The documentation in this and other volumes of the 1949 Foreign Relations series records in some detail the policy of the United States Government, in both general principle and specific application, to make the United Nations the focus of this Government’s world policy; and to support and strengthen the United Nations to make it an effectively functioning world organization for the purposes set forth in the San Francisco Charter of 1945. This United States policy was given unmistakable direction by President Truman in statements on two significant occasions in 1949: the President’s own inauguration on January 20 and the cornerstone ceremony at the permanent headquarters of the United Nations in New York City on October 24.
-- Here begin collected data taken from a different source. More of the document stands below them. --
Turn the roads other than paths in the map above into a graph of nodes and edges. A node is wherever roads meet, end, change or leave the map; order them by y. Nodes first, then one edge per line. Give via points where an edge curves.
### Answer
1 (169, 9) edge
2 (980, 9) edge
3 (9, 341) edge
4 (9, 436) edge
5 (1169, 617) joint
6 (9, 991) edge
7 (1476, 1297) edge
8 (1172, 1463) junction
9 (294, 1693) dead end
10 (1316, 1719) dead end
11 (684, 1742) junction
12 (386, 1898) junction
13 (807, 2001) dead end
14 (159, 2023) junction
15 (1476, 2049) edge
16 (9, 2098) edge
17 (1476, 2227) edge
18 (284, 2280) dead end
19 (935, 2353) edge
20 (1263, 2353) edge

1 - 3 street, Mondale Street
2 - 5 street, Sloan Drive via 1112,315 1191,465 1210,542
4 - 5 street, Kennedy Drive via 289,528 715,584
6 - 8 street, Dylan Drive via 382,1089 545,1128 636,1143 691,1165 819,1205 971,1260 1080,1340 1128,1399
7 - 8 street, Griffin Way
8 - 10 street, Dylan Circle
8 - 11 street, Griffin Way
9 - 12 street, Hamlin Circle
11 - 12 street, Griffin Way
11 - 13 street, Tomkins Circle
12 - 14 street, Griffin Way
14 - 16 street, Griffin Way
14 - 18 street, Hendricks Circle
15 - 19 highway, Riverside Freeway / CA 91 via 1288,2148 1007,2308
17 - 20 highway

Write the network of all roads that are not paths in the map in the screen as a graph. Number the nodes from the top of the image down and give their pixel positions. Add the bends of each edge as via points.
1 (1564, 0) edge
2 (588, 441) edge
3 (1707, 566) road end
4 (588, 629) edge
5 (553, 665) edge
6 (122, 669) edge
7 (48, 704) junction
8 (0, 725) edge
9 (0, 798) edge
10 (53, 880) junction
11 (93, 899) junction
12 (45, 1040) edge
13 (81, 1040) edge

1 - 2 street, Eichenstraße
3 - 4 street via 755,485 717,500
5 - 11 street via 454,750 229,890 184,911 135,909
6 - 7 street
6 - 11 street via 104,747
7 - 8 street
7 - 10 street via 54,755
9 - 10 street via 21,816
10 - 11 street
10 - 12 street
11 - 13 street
The first statement was embodied in Point 1 of President Truman’s inaugural address of January 20 (for text see Department of State Bulletin, January 30, 1949, pages 123–126):

“… we will continue to give unfaltering support to the United Nations and related agencies, and we will continue to search for ways to strengthen their authority and increase their effectiveness. We believe that the United Nations will be strengthened by the new nations which are being formed in lands now advancing toward self-government under democratic principles.”

In his address at the United Nations cornerstone ceremony on October 24 President Truman explained the mandate behind United States support for the United Nations.

“The United Nations was essentially an expression of the moral nature of man’s aspirations. The Charter clearly showed the determination that international problems must be settled on a basis acceptable to the conscience of mankind.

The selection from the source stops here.